Notre enfance a été merveilleuse; nous courions à travers l'île, d’un chalet à l’autre, afin de visiter la famille. Nous avions la chance que plusieurs membres de la famille avaient des chalets sur l'île à cette époque. Tous rassemblés ensemble pour profiter de la saison estivale.
J’ai plusieurs souvenirs marquants de cette enfance à jouer dans les bois, à courir les couleuvres et les grenouilles. Le bonheur dans la simplicité. Nous n’avions pas besoin de grand chose. Notre oncle Réjean nous emmenait parcourir l'île des journées entières à la chasse aux grenouilles. Nous nous amusions aux soirées de Bingo et aux épluchettes à la grange avec toute la communauté de l'île.

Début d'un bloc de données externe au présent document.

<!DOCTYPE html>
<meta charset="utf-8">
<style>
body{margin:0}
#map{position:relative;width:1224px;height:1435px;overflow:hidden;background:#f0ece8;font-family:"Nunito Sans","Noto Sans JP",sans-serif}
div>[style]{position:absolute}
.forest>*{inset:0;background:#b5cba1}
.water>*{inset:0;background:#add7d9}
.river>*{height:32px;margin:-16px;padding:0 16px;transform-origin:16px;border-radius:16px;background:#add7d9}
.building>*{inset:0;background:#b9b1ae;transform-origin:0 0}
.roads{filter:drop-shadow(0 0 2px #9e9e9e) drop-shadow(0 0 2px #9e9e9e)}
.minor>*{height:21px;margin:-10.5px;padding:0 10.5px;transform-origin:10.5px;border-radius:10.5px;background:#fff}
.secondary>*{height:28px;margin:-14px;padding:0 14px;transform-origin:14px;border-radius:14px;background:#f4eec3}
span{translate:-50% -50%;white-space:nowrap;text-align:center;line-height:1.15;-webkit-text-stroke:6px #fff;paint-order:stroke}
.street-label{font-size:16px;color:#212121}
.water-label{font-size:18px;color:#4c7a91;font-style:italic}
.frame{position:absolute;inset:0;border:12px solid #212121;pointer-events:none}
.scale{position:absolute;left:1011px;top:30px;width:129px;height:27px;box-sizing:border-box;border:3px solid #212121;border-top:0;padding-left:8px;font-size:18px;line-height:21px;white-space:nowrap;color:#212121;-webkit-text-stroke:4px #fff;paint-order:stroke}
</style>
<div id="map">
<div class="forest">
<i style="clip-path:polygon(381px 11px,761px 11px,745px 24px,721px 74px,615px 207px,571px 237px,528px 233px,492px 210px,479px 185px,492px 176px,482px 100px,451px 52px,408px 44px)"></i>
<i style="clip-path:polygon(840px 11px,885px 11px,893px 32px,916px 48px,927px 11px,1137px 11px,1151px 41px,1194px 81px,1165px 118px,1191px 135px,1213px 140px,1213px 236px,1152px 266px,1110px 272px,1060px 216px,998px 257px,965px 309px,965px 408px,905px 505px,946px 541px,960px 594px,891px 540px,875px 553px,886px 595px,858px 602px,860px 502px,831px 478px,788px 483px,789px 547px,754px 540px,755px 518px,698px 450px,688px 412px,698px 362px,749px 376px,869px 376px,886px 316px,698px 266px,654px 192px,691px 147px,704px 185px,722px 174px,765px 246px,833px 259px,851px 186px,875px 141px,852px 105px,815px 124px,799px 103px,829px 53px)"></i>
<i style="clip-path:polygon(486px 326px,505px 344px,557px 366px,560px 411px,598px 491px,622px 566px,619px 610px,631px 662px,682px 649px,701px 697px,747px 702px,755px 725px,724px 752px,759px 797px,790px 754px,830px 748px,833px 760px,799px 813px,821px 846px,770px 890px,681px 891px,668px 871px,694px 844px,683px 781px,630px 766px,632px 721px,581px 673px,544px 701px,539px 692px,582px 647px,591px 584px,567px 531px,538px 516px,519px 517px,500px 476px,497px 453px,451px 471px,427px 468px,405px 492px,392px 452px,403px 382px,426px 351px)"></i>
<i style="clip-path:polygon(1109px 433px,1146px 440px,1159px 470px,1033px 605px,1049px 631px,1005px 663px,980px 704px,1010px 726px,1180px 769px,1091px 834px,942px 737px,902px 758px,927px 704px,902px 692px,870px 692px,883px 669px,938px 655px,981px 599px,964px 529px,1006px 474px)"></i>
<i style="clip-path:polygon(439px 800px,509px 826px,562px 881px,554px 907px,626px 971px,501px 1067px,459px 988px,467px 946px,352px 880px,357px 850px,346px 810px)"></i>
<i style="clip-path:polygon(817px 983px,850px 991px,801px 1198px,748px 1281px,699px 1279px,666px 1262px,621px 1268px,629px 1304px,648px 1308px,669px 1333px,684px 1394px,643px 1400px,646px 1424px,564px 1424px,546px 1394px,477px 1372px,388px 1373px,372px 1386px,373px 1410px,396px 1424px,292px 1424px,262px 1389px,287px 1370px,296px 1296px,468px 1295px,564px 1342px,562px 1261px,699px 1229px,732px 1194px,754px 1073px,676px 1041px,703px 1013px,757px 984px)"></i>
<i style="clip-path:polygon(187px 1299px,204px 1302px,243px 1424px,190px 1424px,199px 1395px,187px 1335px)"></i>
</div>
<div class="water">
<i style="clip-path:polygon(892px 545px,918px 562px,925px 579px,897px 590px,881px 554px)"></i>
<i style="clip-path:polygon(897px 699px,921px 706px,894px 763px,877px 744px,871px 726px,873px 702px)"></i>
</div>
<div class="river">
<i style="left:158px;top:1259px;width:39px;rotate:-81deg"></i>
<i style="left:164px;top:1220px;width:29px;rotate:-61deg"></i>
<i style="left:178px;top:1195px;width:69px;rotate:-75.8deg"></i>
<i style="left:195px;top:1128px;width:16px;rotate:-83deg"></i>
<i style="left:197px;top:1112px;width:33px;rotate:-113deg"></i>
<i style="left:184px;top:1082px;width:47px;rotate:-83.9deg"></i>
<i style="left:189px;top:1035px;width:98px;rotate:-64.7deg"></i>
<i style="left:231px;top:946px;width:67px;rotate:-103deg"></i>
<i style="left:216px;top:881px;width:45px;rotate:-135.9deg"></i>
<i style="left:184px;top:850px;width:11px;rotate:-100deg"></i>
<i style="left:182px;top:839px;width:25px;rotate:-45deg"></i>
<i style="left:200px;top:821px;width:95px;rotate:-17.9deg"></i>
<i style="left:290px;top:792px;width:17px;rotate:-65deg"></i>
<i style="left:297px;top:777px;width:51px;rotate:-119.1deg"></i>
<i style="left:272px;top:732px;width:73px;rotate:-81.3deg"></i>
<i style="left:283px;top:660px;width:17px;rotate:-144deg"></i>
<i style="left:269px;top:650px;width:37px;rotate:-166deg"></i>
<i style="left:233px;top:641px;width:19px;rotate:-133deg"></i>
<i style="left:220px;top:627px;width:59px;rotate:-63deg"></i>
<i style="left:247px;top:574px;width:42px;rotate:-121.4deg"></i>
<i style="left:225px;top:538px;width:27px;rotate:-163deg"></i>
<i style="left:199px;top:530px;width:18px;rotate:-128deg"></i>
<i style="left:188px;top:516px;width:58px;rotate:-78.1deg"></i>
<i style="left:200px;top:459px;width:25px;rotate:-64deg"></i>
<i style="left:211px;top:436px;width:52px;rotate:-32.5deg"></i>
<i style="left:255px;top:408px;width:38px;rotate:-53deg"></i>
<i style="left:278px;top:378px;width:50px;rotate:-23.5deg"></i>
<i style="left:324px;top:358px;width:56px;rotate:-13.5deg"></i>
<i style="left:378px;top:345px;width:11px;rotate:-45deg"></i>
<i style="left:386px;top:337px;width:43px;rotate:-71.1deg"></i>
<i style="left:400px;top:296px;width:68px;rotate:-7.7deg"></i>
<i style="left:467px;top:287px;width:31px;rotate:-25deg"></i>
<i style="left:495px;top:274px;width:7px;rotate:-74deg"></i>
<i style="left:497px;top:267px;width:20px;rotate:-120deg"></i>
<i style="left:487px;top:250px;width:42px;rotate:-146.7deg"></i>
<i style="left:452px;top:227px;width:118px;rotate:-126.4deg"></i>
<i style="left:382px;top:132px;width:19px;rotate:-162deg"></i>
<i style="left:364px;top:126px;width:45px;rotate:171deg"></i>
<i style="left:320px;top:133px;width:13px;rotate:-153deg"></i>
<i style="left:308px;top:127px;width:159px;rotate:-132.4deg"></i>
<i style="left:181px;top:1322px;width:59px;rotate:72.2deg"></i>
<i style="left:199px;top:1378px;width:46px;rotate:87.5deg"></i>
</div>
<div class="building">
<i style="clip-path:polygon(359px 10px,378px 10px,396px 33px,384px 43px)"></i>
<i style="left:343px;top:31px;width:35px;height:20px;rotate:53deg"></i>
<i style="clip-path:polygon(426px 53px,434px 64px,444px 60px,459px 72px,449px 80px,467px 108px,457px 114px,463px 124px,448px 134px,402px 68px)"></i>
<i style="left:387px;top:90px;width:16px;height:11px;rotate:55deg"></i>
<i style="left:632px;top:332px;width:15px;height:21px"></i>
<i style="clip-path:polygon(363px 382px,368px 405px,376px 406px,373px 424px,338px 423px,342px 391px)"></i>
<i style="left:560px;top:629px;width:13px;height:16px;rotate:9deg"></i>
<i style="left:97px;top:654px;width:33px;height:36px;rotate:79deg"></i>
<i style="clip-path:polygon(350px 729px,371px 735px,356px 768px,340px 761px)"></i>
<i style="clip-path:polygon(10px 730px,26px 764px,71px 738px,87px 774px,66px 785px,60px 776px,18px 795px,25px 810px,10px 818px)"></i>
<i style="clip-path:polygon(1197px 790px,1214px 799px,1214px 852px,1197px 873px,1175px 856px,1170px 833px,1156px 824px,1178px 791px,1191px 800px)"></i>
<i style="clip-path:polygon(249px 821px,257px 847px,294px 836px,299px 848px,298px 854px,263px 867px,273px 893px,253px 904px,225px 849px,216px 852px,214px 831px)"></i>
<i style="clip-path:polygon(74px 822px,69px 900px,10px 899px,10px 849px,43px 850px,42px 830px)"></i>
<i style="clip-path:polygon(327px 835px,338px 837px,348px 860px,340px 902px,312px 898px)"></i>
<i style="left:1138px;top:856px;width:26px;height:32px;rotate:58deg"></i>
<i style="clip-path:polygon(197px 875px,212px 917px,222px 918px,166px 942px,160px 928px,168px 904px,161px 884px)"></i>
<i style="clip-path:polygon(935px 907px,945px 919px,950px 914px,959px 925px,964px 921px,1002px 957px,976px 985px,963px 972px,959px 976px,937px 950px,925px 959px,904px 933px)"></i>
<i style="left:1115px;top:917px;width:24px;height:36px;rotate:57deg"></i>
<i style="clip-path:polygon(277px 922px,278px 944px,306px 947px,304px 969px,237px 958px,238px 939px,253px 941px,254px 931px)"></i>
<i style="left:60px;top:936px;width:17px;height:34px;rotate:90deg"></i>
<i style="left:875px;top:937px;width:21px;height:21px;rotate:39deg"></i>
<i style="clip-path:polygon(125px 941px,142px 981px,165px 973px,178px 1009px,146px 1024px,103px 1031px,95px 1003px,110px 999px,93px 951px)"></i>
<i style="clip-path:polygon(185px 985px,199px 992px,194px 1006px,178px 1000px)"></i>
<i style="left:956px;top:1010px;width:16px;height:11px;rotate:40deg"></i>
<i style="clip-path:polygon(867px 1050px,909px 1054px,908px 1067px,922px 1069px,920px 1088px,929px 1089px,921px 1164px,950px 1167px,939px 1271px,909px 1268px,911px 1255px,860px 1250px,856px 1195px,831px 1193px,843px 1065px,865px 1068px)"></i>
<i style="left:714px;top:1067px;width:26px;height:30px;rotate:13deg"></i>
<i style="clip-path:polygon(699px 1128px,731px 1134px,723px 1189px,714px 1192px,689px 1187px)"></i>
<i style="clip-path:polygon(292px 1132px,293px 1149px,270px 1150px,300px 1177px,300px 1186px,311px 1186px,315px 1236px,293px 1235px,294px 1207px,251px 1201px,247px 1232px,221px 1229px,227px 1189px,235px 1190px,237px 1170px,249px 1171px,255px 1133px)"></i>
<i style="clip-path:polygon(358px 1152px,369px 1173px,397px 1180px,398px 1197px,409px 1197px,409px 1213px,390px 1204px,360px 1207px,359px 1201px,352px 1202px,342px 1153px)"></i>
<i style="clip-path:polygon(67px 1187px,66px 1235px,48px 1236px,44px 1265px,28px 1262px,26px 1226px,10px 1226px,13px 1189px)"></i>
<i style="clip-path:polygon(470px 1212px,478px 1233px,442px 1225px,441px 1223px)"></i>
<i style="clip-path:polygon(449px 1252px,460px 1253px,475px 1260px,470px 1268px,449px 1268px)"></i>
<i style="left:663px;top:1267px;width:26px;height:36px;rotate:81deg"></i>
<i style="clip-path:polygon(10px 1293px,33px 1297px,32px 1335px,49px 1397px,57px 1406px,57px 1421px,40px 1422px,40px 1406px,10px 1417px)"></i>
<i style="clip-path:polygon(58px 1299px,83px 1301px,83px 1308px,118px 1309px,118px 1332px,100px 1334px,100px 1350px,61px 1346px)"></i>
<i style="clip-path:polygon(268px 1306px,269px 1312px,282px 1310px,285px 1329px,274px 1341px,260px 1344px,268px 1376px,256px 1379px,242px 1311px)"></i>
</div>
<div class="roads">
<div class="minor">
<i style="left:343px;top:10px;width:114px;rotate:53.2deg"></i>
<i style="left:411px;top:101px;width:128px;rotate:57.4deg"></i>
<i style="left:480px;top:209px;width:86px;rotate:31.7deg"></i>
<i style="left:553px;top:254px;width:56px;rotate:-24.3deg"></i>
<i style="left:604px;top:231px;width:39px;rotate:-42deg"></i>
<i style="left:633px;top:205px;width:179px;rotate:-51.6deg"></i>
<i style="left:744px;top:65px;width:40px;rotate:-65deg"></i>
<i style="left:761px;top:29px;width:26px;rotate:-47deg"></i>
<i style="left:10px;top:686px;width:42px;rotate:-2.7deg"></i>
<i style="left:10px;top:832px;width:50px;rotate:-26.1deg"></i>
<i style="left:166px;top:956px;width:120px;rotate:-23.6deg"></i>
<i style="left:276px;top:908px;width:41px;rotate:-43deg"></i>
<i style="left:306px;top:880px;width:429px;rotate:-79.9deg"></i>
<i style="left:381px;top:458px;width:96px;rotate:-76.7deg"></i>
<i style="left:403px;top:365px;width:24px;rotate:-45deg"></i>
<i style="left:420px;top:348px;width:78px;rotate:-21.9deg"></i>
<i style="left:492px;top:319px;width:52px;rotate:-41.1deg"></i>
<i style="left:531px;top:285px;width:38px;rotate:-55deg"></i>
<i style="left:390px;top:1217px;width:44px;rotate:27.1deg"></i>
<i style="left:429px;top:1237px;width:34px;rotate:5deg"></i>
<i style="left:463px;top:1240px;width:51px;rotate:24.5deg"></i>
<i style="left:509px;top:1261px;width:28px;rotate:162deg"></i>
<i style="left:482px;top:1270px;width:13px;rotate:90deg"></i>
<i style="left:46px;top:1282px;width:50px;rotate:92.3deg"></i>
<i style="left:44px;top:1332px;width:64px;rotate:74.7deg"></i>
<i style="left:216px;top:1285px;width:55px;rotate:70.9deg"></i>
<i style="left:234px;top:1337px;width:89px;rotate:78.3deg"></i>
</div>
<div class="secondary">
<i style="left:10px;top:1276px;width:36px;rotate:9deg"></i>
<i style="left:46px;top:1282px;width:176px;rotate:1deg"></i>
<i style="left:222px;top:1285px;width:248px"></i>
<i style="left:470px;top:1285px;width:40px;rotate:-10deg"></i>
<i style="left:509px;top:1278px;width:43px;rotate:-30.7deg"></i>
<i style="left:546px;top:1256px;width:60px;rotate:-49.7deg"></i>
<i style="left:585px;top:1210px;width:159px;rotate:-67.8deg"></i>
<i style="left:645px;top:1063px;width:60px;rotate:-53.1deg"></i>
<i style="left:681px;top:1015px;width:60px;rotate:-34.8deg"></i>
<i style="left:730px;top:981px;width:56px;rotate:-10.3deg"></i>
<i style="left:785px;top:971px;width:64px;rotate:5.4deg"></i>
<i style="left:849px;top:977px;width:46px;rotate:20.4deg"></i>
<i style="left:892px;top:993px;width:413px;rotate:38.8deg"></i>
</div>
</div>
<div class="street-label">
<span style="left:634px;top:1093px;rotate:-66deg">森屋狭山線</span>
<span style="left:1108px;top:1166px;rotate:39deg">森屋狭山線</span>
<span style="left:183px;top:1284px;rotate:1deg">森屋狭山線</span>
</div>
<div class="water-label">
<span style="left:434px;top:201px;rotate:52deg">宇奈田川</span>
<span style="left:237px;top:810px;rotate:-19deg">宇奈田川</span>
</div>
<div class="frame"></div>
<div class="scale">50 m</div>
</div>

Maintenant que je suis moi-même maman, je réalise à quel point c’était de l’organisation pour mes parents qu’on passe nos étés sur l'île. Sans ressources. Sans eau courante. Le seul moyen de transport était par chaloupe. Je vois encore mon père partir chaque matin en chaloupe et revenir le soir après sa journée de travail. Je vois encore mes parents, grands-parents, oncles et tantes travailler toutes les fins de semaine à entretenir notre petit coin de paradis. À entretenir le jardin et le toît pour nous nourrir et nous héberger. À éliminer les vignes afin de préserver les arbres majestueux qui y règnent depuis des décennies.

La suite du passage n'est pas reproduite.